Algérie - A la une


«L'échelle des valeurs est en train de perdre ses barreaux.» Frédéric Dard
Da Mokrane vit une petite fille qui trottinait dans la cour, accomplissant, on ne sait quelle petite tâche: il l'interpella d'une voix rude et elle vint aussitôt, les yeux brillants de malice quoiqu'intimidée par cette voix éraillée. «Tu bois du café ou du thé'», demanda-t-il à Da Meziane. «Un thé m'irait bien! Je ne supporte pas le café.» Moi, le café, c'est ma drogue. Depuis que je ne bois plus, c'est le seul luxe que je peux me permettre.
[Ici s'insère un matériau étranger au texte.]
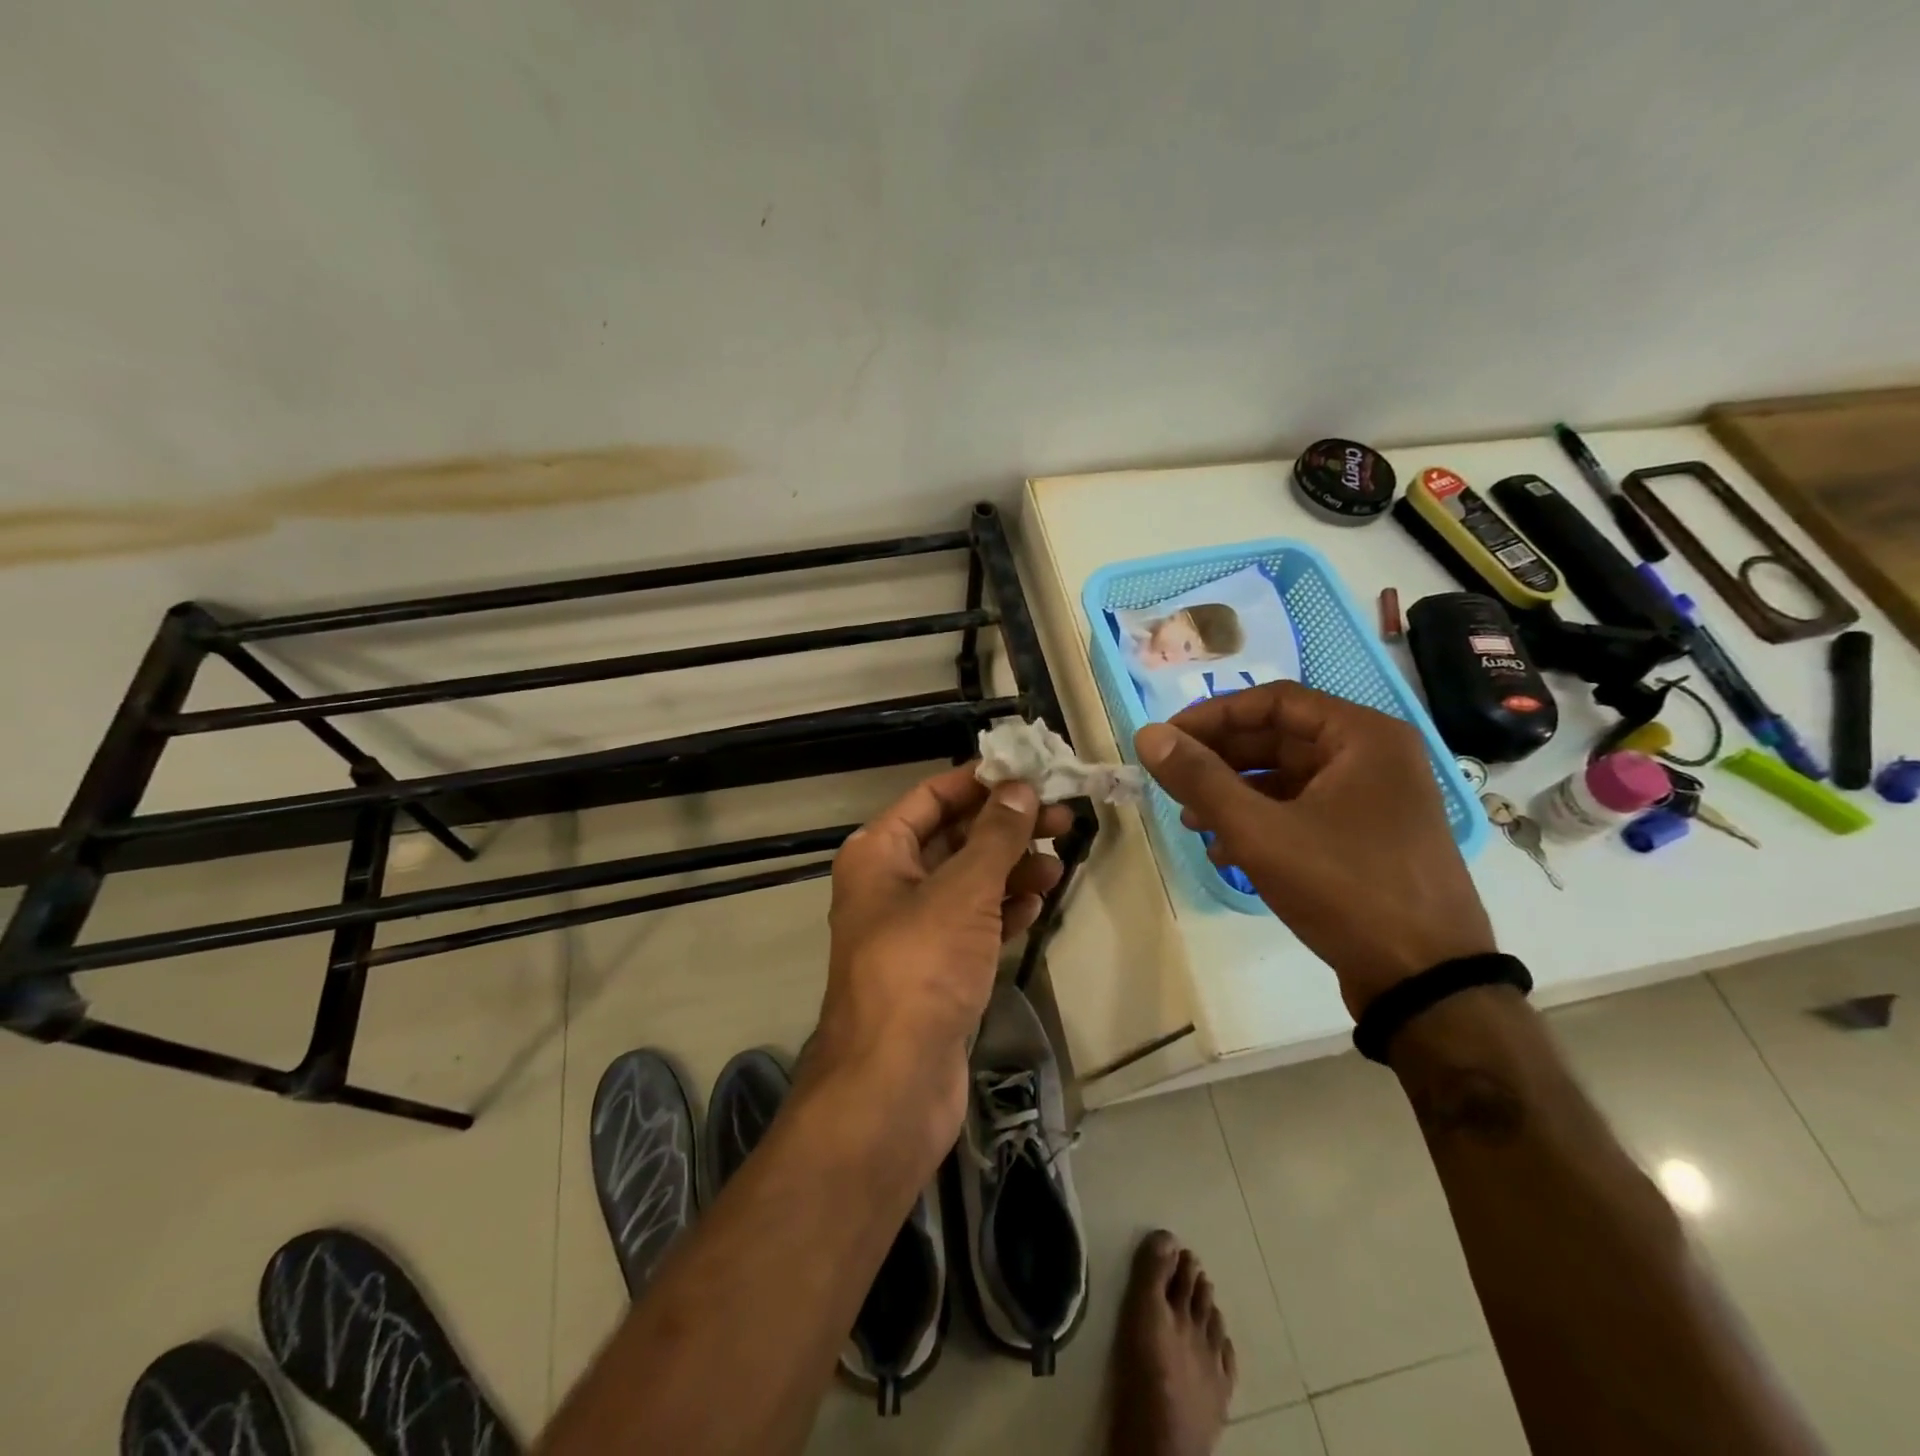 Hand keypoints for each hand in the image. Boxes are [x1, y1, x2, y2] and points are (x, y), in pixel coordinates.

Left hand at [814, 765, 1072, 1151]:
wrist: (893, 1083)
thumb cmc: (921, 967)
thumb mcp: (963, 890)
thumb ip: (995, 836)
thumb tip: (1021, 789)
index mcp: (879, 853)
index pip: (933, 796)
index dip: (981, 782)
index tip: (1033, 773)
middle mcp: (890, 884)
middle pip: (955, 838)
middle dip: (1006, 828)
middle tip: (1063, 819)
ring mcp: (913, 929)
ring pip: (969, 883)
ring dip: (1011, 870)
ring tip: (1059, 864)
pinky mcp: (936, 969)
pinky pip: (974, 924)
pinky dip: (1004, 911)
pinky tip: (1037, 906)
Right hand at [1135, 683, 1493, 1017]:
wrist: (1424, 981)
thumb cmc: (1344, 888)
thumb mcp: (1260, 830)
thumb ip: (1200, 778)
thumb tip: (1148, 735)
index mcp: (1363, 736)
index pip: (1274, 701)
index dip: (1213, 715)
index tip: (1167, 738)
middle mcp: (1375, 757)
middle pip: (1281, 738)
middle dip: (1221, 760)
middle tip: (1172, 780)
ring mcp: (1376, 800)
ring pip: (1289, 777)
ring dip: (1235, 793)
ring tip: (1191, 820)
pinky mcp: (1370, 837)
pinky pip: (1305, 810)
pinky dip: (1263, 821)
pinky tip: (1226, 850) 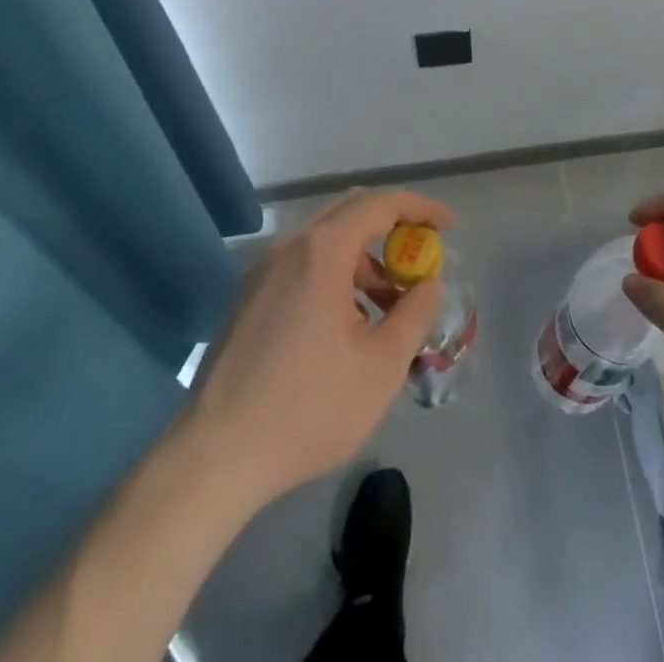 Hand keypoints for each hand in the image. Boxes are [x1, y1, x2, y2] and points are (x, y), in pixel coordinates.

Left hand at [185, 189, 454, 502]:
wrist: (214, 457)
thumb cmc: (307, 408)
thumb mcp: (381, 366)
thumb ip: (414, 315)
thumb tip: (427, 284)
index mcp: (322, 251)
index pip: (381, 204)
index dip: (420, 208)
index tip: (448, 225)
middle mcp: (290, 247)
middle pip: (351, 213)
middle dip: (393, 227)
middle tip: (422, 255)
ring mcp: (263, 272)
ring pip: (325, 242)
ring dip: (364, 259)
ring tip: (387, 308)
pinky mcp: (248, 299)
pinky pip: (302, 265)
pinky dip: (335, 275)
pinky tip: (346, 325) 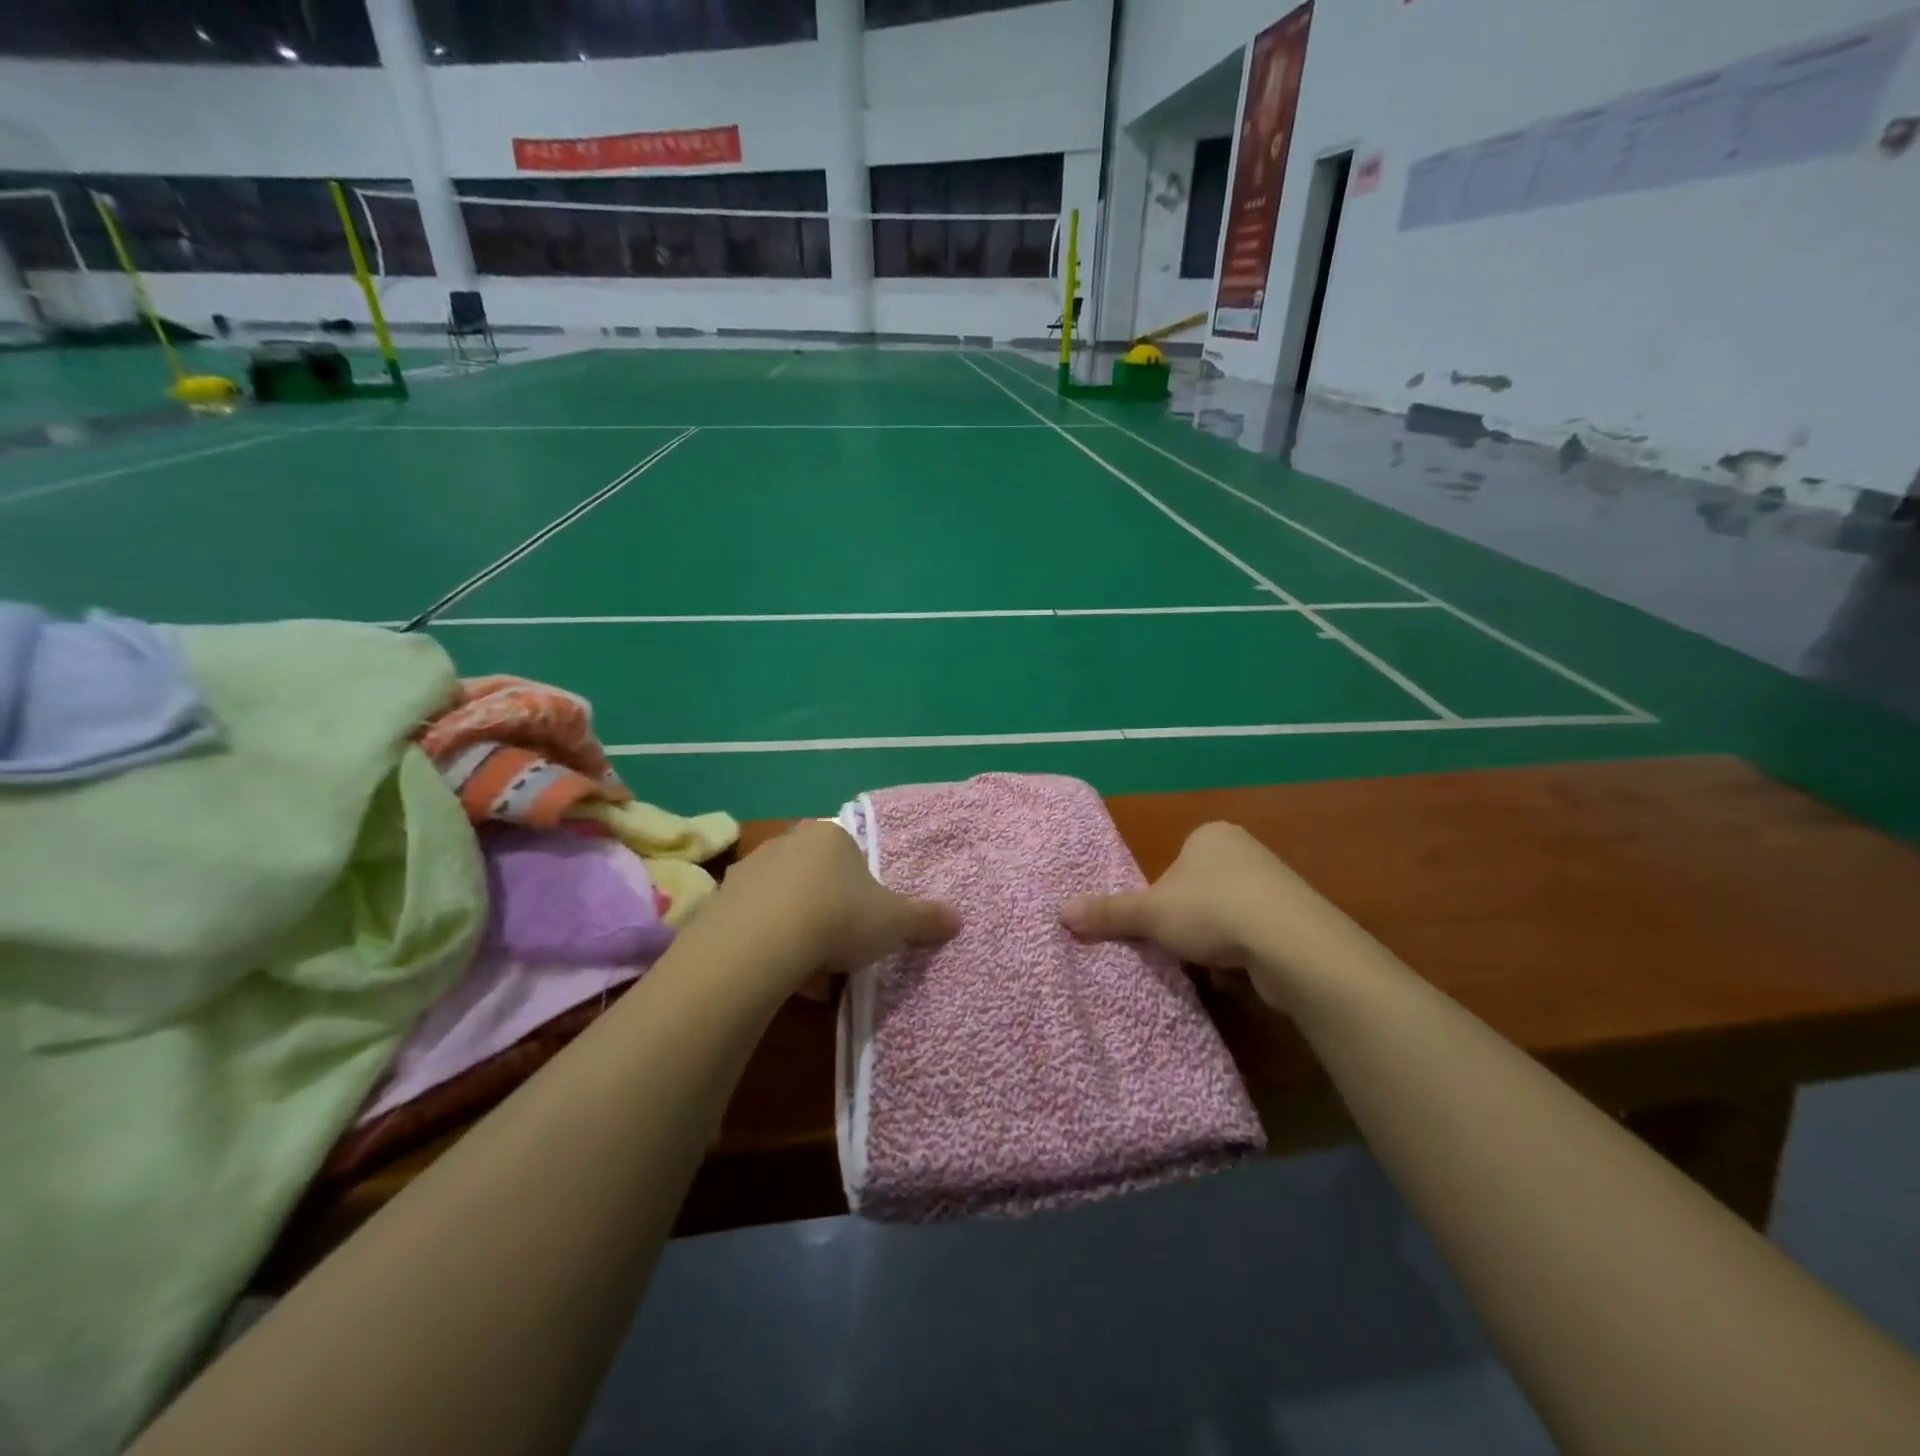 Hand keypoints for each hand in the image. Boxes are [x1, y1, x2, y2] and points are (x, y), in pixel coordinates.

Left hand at [712, 819, 959, 997]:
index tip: (863, 924)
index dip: (860, 892)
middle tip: (838, 946)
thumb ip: (926, 918)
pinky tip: (777, 971)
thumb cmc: (839, 916)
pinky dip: (766, 942)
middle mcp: (788, 842)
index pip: (851, 857)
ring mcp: (750, 868)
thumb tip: (959, 918)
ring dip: (795, 926)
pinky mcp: (720, 900)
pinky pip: (753, 921)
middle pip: (815, 876)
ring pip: (782, 898)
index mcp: (831, 836)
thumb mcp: (895, 921)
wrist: (763, 940)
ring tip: (807, 968)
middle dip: (826, 908)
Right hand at [1061, 821, 1376, 1008]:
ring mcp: (1276, 884)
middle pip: (1198, 893)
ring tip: (1211, 966)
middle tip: (1180, 949)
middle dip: (1188, 924)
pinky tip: (1240, 976)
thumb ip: (1109, 913)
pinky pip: (1256, 936)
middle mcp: (1245, 850)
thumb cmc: (1213, 912)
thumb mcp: (1151, 913)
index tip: (1161, 926)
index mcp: (1210, 835)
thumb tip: (1059, 912)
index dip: (1161, 900)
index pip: (1172, 867)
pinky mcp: (1297, 919)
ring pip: (1226, 917)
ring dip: (1214, 944)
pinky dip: (1243, 956)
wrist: (1294, 945) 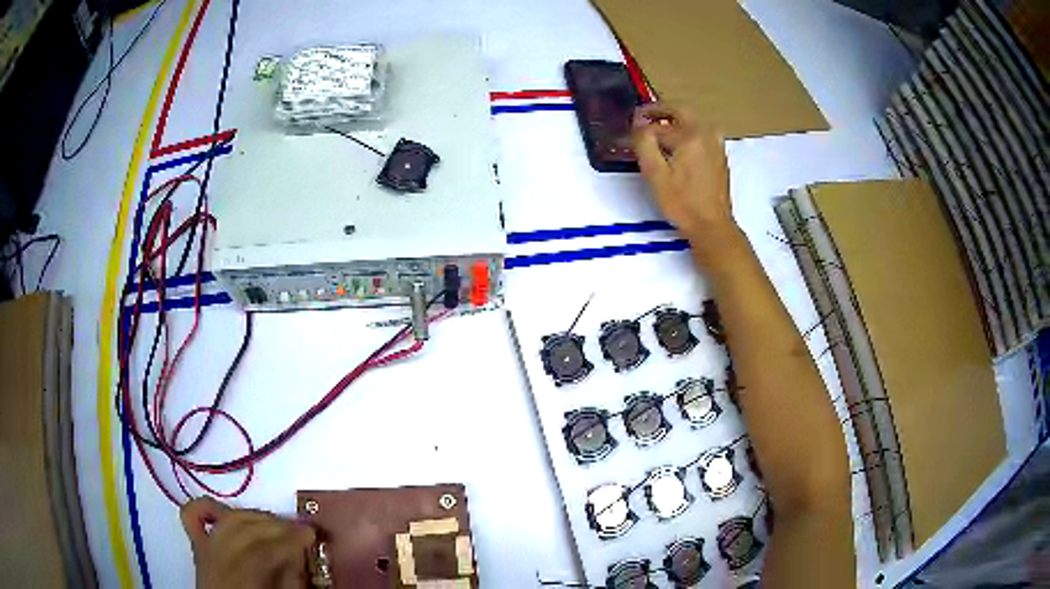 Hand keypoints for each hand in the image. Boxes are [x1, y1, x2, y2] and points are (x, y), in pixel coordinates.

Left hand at [181, 497, 315, 588]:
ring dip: (255, 516)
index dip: (287, 540)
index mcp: (235, 584)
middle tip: (301, 528)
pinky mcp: (196, 549)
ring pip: (226, 521)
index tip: (311, 534)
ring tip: (278, 522)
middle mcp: (213, 564)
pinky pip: (192, 517)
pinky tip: (227, 508)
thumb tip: (298, 553)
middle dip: (275, 525)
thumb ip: (288, 580)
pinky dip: (209, 507)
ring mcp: (201, 553)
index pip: (259, 552)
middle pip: (243, 531)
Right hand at [632, 103, 740, 263]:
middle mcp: (706, 134)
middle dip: (660, 111)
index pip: (658, 124)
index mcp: (690, 136)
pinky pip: (700, 133)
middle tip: (642, 116)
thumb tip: (639, 125)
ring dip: (674, 120)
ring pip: (692, 121)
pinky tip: (676, 145)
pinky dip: (686, 132)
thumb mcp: (655, 174)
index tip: (628, 128)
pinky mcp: (720, 156)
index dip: (640, 125)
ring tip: (657, 130)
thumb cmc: (682, 203)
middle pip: (680, 112)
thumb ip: (644, 144)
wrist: (712, 226)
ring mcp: (716, 144)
Un café et une cigarette et je ne me sens plus ici.» Puis, se tournant vers la petite fille, il lui dit sur un ton de confidence: «Va voir ta tante Aldjia et dis-lui de te donner une tasse de café et de thé pour tes deux oncles. Mais demande le lui discrètement. Il ne faut pas que tante Djouher t'entende. Autrement, cela va la contrarier. Allez, va!» La fille détala prestement et Da Meziane sortit de la réflexion où il était plongé: «Tu sais, frère Mokrane, je ne suis pas pessimiste comme toi. Je sais bien que le temps passé ne revient pas et que nous ne connaîtrons pas à nouveau ce que l'on a déjà connu. Les temps changent et avec eux changent les régimes et les valeurs.Mai je suis persuadé qu'il y a des valeurs éternelles comme la terre et le travail. Le pétrole et le gaz seront épuisés un jour, les retraites en devises commencent déjà à tarir. Il en est de même pour les pensions aux victimes de la guerre. Il ne restera plus alors que la terre et le travail. Ce sont deux valeurs fondamentales. Rappelle-toi! Un jour, c'est le défunt président Boumediene qui l'a dit: tôt ou tard, il faudra revenir à la terre des ancêtres. C'est elle qui donnera toujours à manger à ses enfants.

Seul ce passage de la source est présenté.